Greetings

Currently DMD allows me to bit-or two enum variables, but not bit-and. For example in the following code, DMD is OK with line 6, but gives an error for line 9. I do not see any logic why DMD does that. Is it a bug or is it intended.

BTW if I declare all a,b,c and d as "enum BING_e", then DMD gives errors for both line 6 and 9.

Regards
- Puneet


enum BING_e: byte {NONE_BING = 0b00, FOO_BING = 0b01, // 1
    BAR_BING = 0b10, BOTH_BING = 0b11}                // 2
void main() {                                         // 3
  BING_e a = BING_e.FOO_BING;                         // 4
  BING_e b = BING_e.BAR_BING;                         // 5
  BING_e c = a | b;                                   // 6
  import std.stdio;                                   // 7
  writeln(c);                                         // 8
  BING_e d = a & b;                                   // 9
  import std.stdio;                                   // 10
  writeln(d);                                         // 11
}                                                     // 12

On 2013-03-01 13:56, d coder wrote:
> Currently DMD allows me to bit-or two enum variables, but not bit-and. For
> example in the following code, DMD is OK with line 6, but gives an error
> for line 9. I do not see any logic why DMD does that. Is it a bug or is it
> intended.

Strange. | and ^ work but & fails. The promotion from byte to int is unnecessary in any of those 3 ops. It works correctly for non-enums:

    byte x, y, z = 1;
    z = x | y; z = x ^ y; z = x & y; z = x >> y;  // all OK
    z = x << y; z = x + y; z = x * y; z = x / y;  // can't convert int to byte

Not sure why byte enum would be handled any differently than simple byte.

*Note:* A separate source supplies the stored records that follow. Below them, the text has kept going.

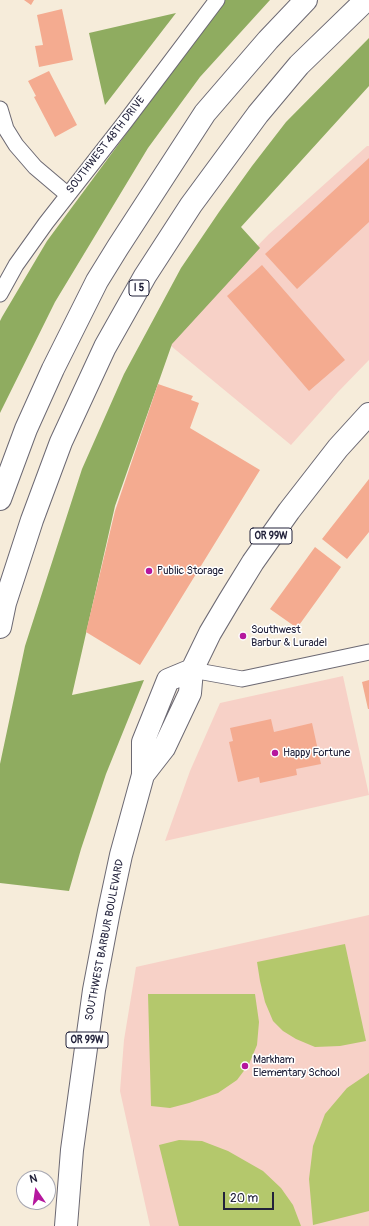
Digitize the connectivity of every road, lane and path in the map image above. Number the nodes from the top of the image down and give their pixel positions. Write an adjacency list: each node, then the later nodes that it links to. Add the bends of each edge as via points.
1 (217, 0): 5 (street, SOUTHWEST 48TH DRIVE)
2 (306, 0): 8 (main road, via 268,40 206,114 97,281 26,428)
3 (366, 0): 9 (main road, I 5, via 299,65 258,114 191,204 145,276 105,347 61,442 32,520)
4 (0, 109): 5 (street, via 6,129 16,145)
5 (68, 195): 6 (street, SOUTHWEST 48TH DRIVE, via 28,248)
6 (0, 294)
7 (369, 414): 11 (main road, OR 99W, via 338,448 253,562)
8 (0, 499)
9 (0, 627)
10 (369, 652): 11 (street, via 242,679)
11 (192, 670): 12 (main road, SOUTHWEST BARBUR BOULEVARD / OR 99W, via 168,680 143,742 143,775 121,855 100,954 72,1150)
12 (66, 1226)

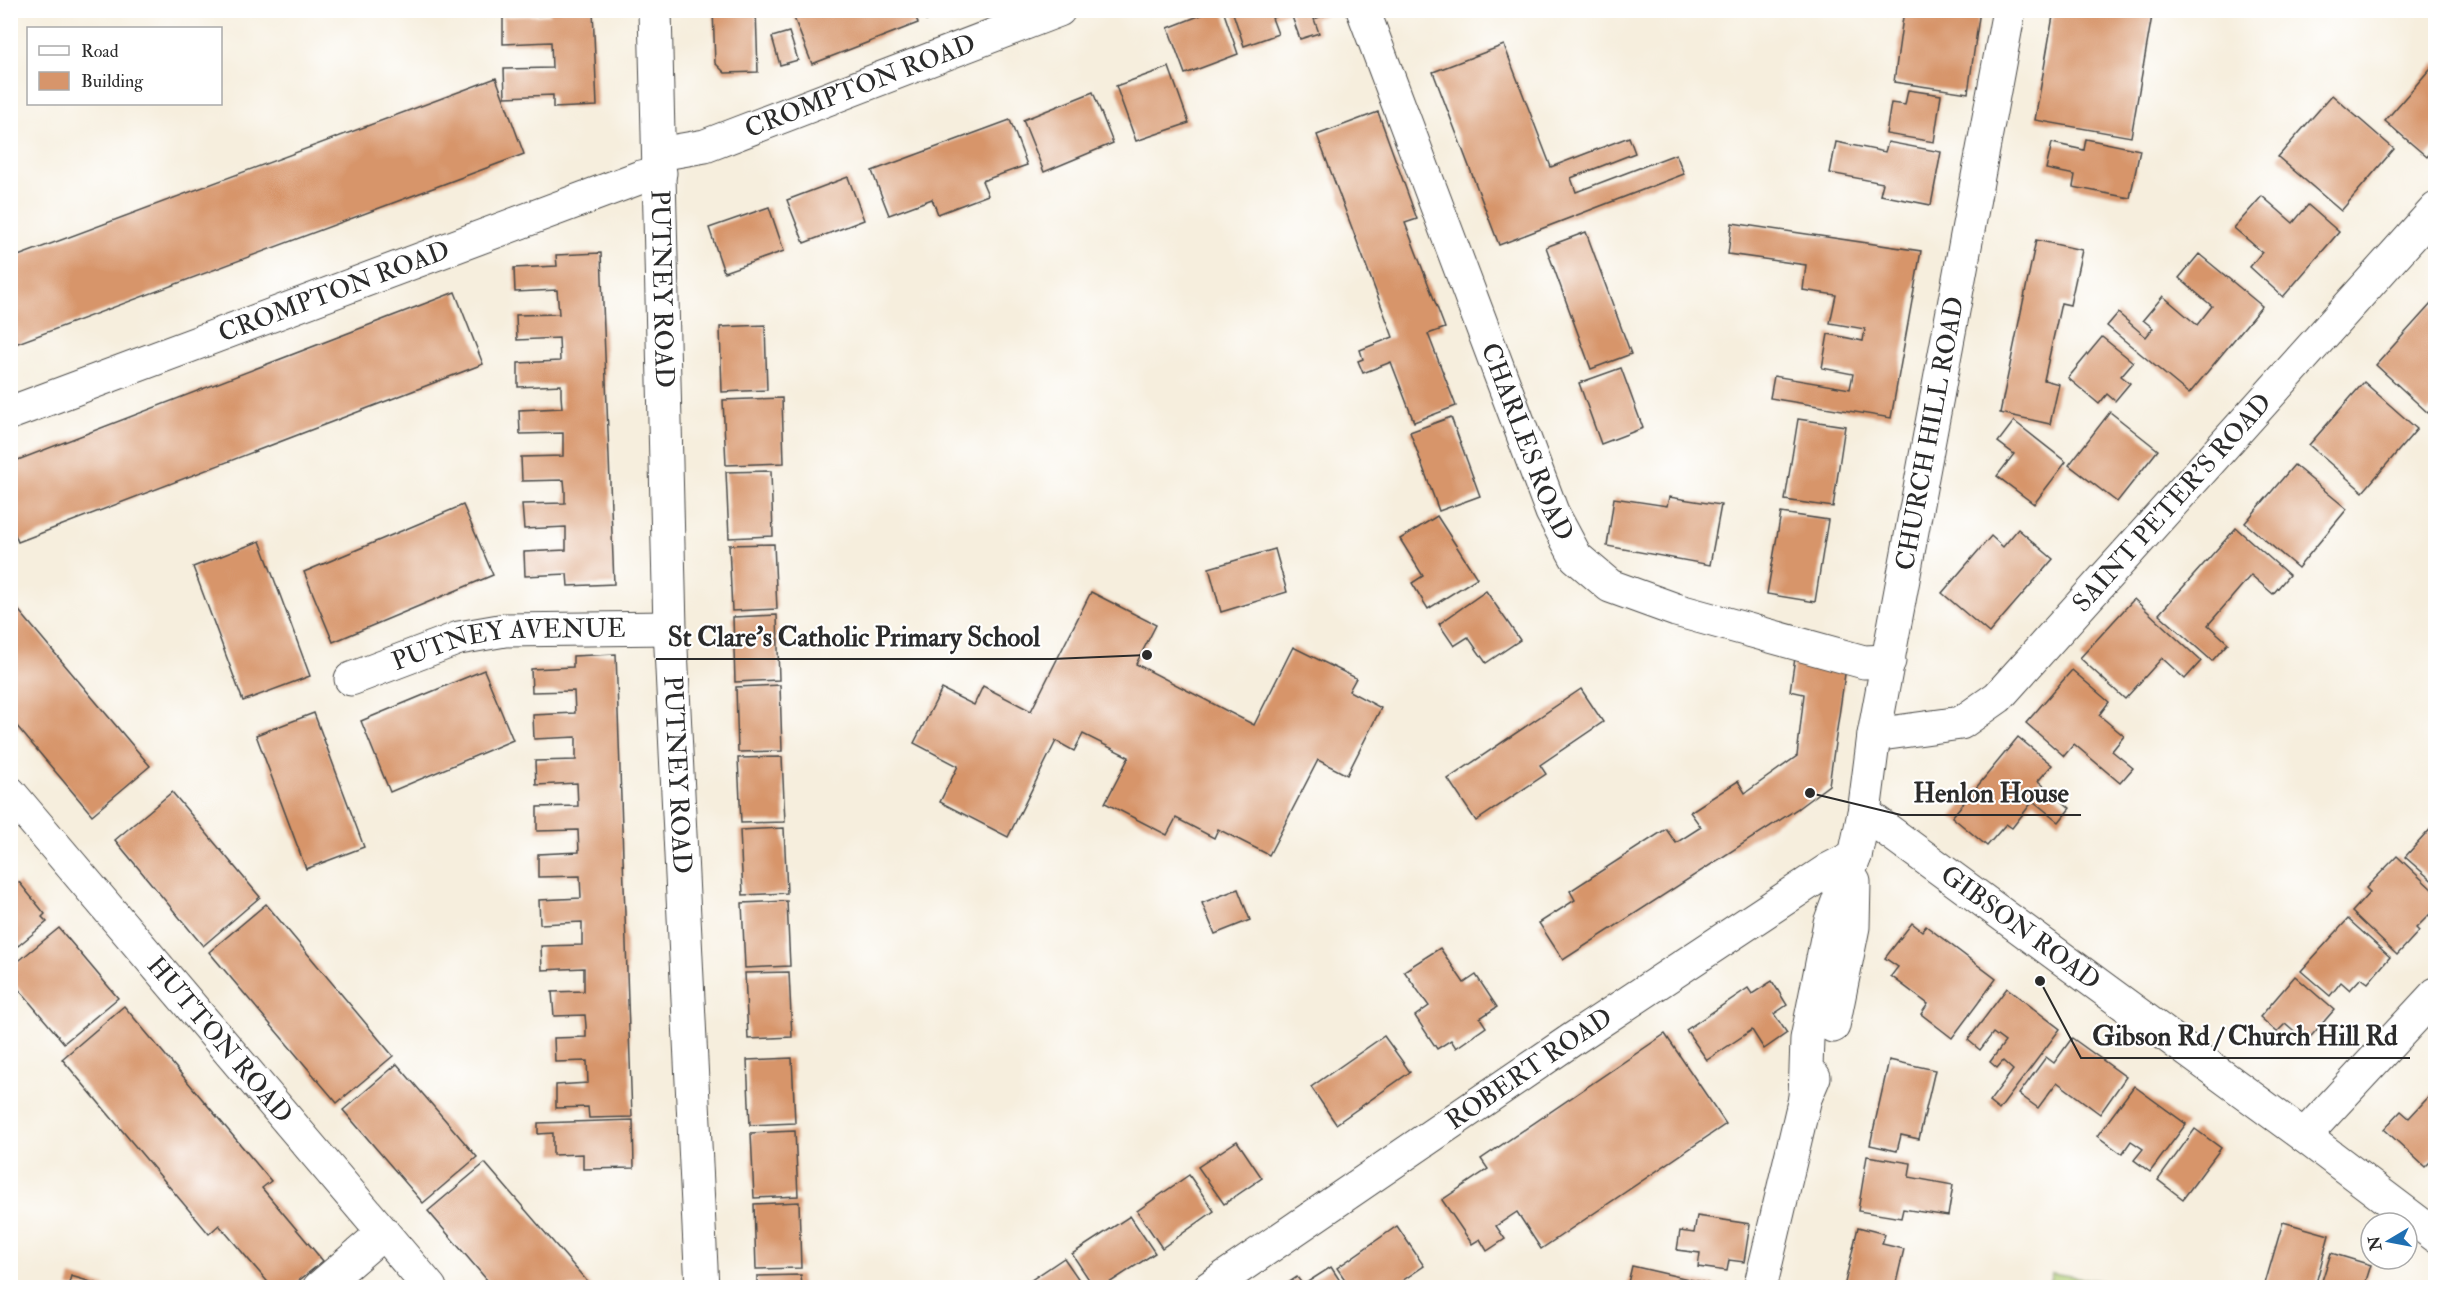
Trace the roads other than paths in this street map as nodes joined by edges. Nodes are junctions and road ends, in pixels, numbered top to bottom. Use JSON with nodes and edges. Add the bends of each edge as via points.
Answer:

On Friday, 1 March 2013 at 12:57:14 UTC, d coder wrote:
> Greetings
>
> Currently DMD allows me to bit-or two enum variables, but not bit-and. For example in the following code, DMD is OK with line 6, but gives an error for line 9. I do not see any logic why DMD does that. Is it a bug or is it intended.
>
> BTW if I declare all a,b,c and d as "enum BING_e", then DMD gives errors for both line 6 and 9.
>
> enum BING_e: byte {NONE_BING = 0b00, FOO_BING = 0b01, // 1
>     BAR_BING = 0b10, BOTH_BING = 0b11}                // 2
> void main() {                                         // 3
>   BING_e a = BING_e.FOO_BING;                         // 4
>   BING_e b = BING_e.BAR_BING;                         // 5
>   BING_e c = a | b;                                   // 6
>   import std.stdio;                                   // 7
>   writeln(c);                                         // 8
>   BING_e d = a & b;                                   // 9
>   import std.stdio;                                   // 10
>   writeln(d);                                         // 11
> }                                                     // 12

 To do the binary operators it converts the flags to numbers, however you have to cast it for it to become a enum again, however this is unsafe as you could accidentally hold a value that has no name;

  //with your code
  BING_e c = cast(BING_e) (a | 0x10); //suppose to be 0b10

 If you want to work with flags I have a implementation that I think is very good and simple.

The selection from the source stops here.